Nefisle mücadele
Esasen bizi mahveden seytan ve nefstir. Onun için Bayezid-i Bestami söyle demistir: "Ben nefsimi çagirip; 'Gel, Rabbime gidelim' dedim. Ama gelmedi. 'Madem ki gelmiyorsun, sen kal ben gidiyorum' dedim."
Tabi nefse sadece sen kal diye söylemek kolaydir. Asil önemli olan onu terkedebilmek, onun heva ve heveslerini birakabilmektir. Demek ki, onu terketmek Bayezid-i Bestami'ye göre kolaydi.
Onun için söyle demistir: "Ben bir gün rüyamda Allah-u Zülcelal'e dedim ki: "Ya Rabbi! Ben sana nasil gelebilirim?" Allah-u Zülcelal buyurdu ki: "Ya Bayezid! Nefsini birak öyle gel!"
Bu zamanda nefsimizi yediriyoruz, içiriyoruz, rahat ettiriyoruz. Hiç olmazsa biraz Allah-u Zülcelal'in ibadetini de yapalim. Devamli olarak nefsi doyurmak, ibadetin önünde büyük bir engeldir. Çünkü denilmistir ki: "Dünyada daima tok olan kimse, kiyamet gününde aç olur. Dünyada aç olan kimse, kiyamet gününde tok olur."
Yemek sehvetinin zararlarindan bazilari sunlardir:
a-Allah korkusu kalpden gider.
b-Mahlukata karsi merhamet duygusu kalbinden çikar.
c-Fazla yemek insana bir agirlik vererek, taat ve ibadetine mani olur.
d-Hikmetli sözleri duysa da, kalbi yumusamaz.
e-Kendisi hikmetli sözleri konussa da, baskalarina tesir etmez.
Öyle ise hiç olmazsa, bir iki saat nefsimizi aç birakalim. En azindan aç oldugumuzu hissedelim. Insan günde üç sefer yemek yerse aç kalmaz. Ama bir sabah, bir de aksam yedigi zaman, sabah yedigi yemekten sonra, ancak aksama dogru aç oldugunu hisseder.
Hülasa; insan, Allah-u Zülcelal'e karsi sadik olup ve daima O'nun yanindaki ecir ve sevaplara karsi meyilli olursa, Allah-u Zülcelal ihlasi da, sadakati de, dogrulugu da ona nasip edecektir.
Fatima-i Nisaburi söyle demistir: "Sadiklar ve takva sahipleri bu zamanda bir derya içindedirler. O deryanin dalgalari onlara çarpmaktadir. O derya içinde bogulmuscasina Allah-u Zülcelal'e dua ve feryad ederler."

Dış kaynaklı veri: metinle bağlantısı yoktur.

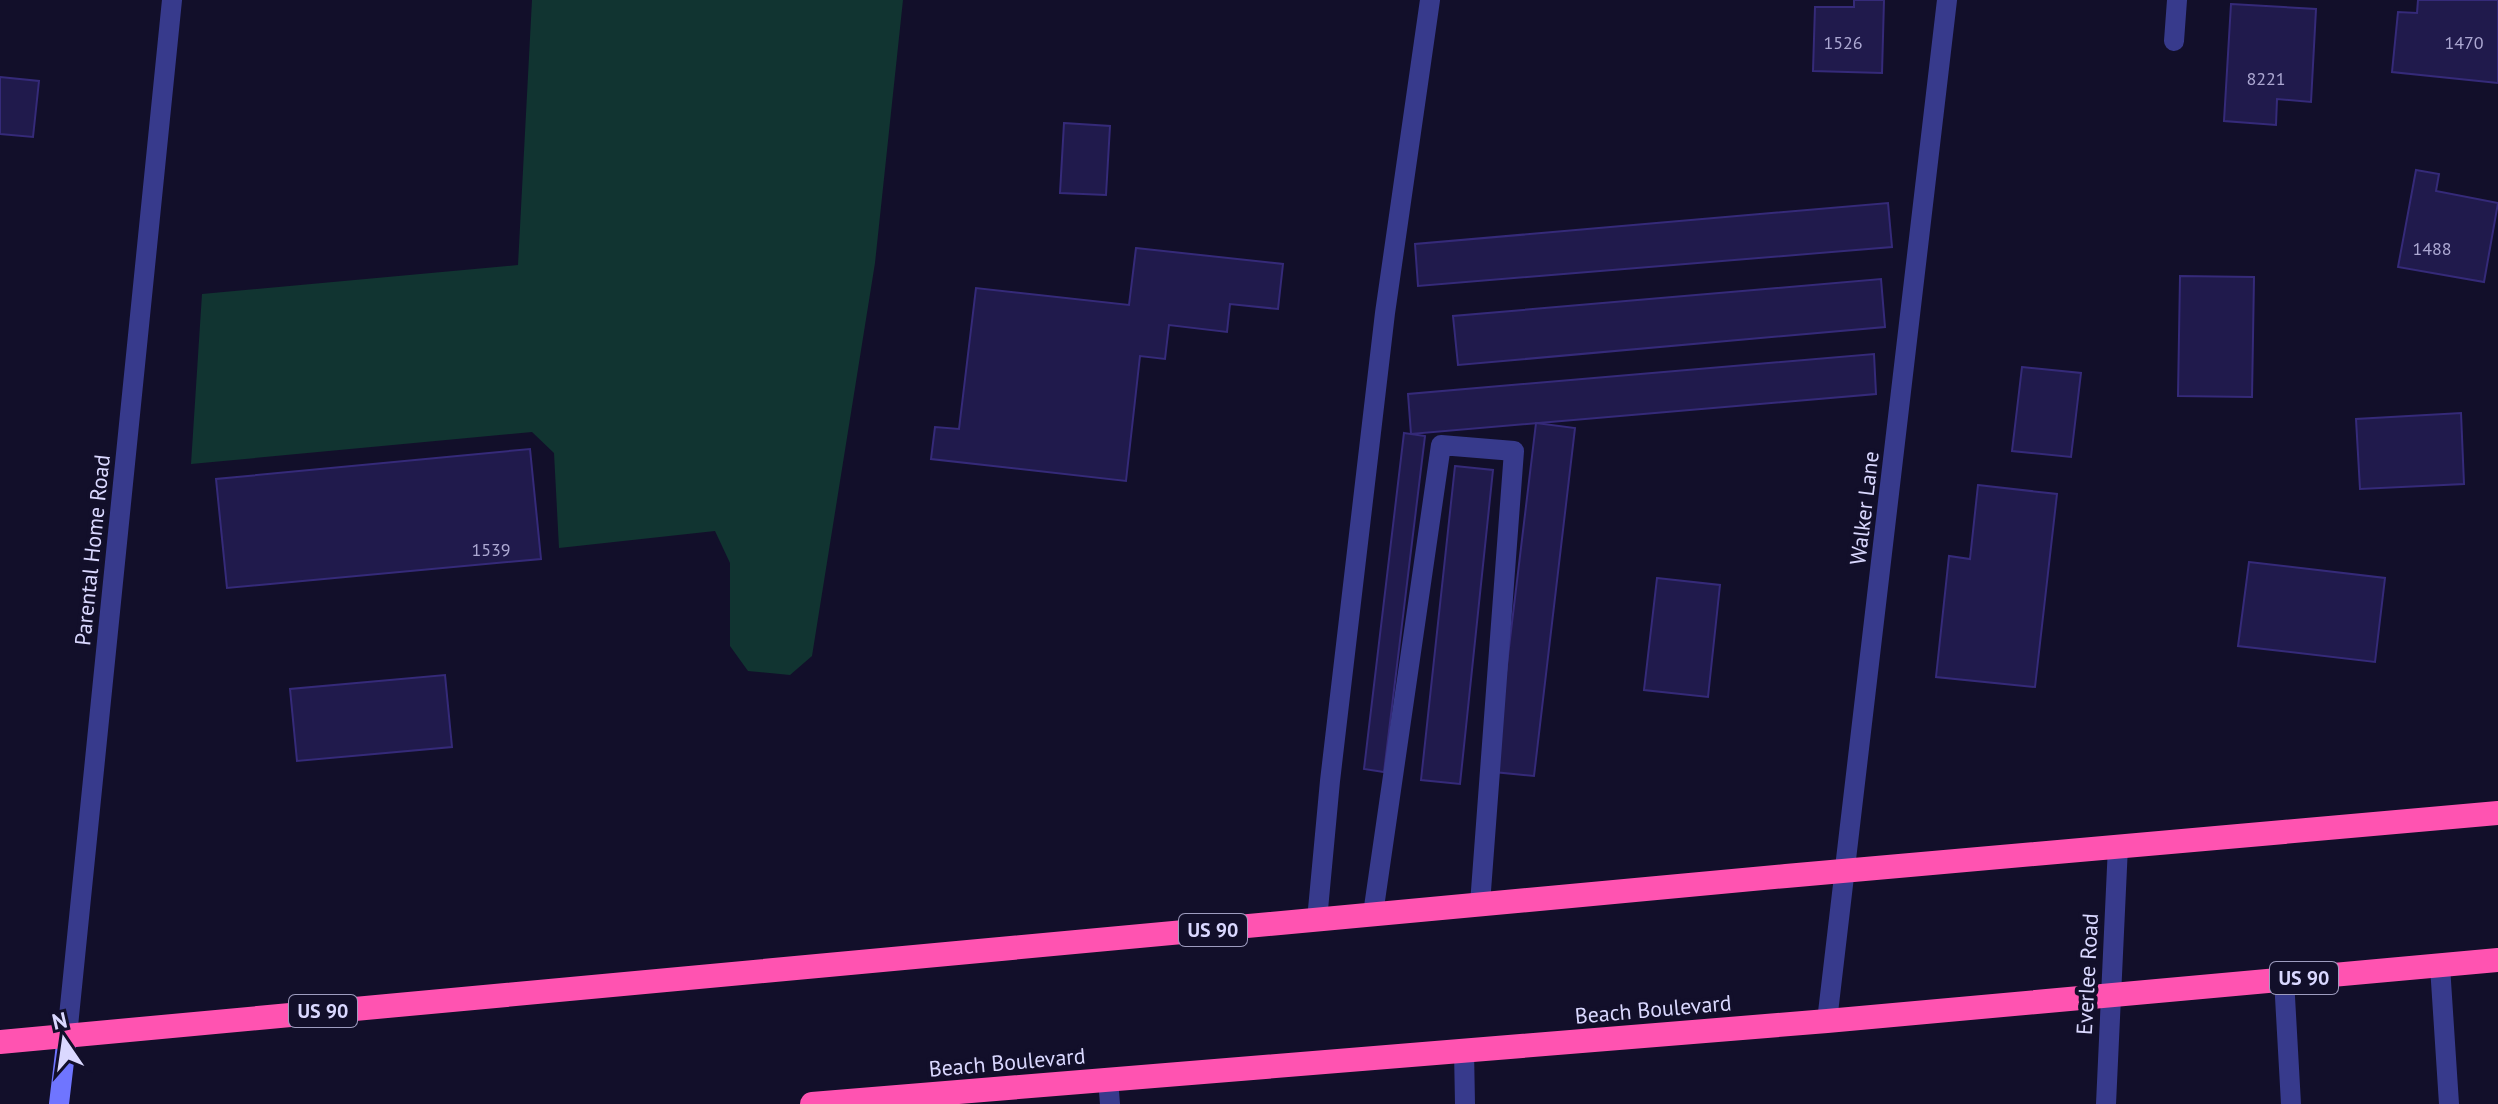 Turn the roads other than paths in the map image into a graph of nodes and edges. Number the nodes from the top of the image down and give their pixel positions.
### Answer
1 (172, 0) edge
2 (1430, 0) edge
3 (1947, 0) edge
4 (2177, 0) edge
5 (2174, 41) dead end
6 (2498, 813) edge
7 (2118, 846) junction
8 (1846, 871) junction
9 (1480, 904) junction
10 (1373, 914) junction
11 (1317, 920) junction
12 (2498, 960) edge
13 (2440, 966) junction
14 (2284, 979) junction
15 (2110, 995) junction
16 (1827, 1021) junction
17 (67, 1036) junction
18 (0, 1042) edge
19 (1464, 1050) junction
20 (1108, 1079) junction
21 (888, 1101) edge
22 (59, 1104) edge
23 (812, 1104) edge
24 (1110, 1104) edge
25 (1465, 1104) edge
26 (2106, 1104) edge
27 (2291, 1104) edge
28 (2449, 1104) edge

1 - 17 street, Parental Home Road
2 - 11 street
3 - 8 street, Walker Lane
4 - 5 street
6 - 7 highway, US 90
7 - 8 highway, US 90
7 - 15 street, Everlee Road
8 - 9 highway, US 90
8 - 16 street, Walker Lane
9 - 10 highway, US 90
9 - 10 street
10 - 11 highway, US 90
11 - 17 highway, US 90
12 - 13 highway, Beach Boulevard / US 90
13 - 14 highway, Beach Boulevard / US 90
13 - 28 street
14 - 15 highway, Beach Boulevard / US 90
14 - 27 street
15 - 16 highway, Beach Boulevard / US 90
15 - 26 street, Everlee Road
16 - 19 highway, Beach Boulevard / US 90
17 - 18 highway, US 90
17 - 22 street, Parental Home Road
19 - 20 highway, Beach Boulevard / US 90
19 - 25 street
20 - 21 highway, Beach Boulevard / US 90
20 - 24 street
21 - 23 highway, Beach Boulevard / US 90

Böyle oldugu zaman, Allah-u Zülcelal o kimseyi günahlardan da muhafaza eder, ibadet yapmayi da nasip eder, zikir yapmayi da nasip eder. Ama biz Allah-u Zülcelal'e yalvarmiyoruz ve istemiyoruz. Istedigimiz zaman isteksiz bir sekilde istiyoruz. Oysa samimi bir sekilde, mahzun ve çok kiymetli bir seyimiz kaybolmus da onu ariyormus gibi istersek, Allah-u Zülcelal bize istedigimizi nasip edecektir insaallah.
Bütün bu bilgiler, bizim manevi olan hastaliklarimiza ilaçtir. Bu ilaçlari bilip yapmamak, ayni bir kimsenin hastaliginda ilaç alip bir posetin içine koyup hiç kullanmamasi gibidir.
Ilaçlari kullanmayan hasta iyilesebilir mi? Onun için bu bildigimiz ilaçlari kalbimize, ruhumuza ve sirrimiza tatbik etmemiz lazimdir.
Allah-u Zülcelal kendi fazli ve keremi ile bizlere muamele etsin ve hepimize razi olacagi sekilde salih amel nasip etsin...
(alıntı)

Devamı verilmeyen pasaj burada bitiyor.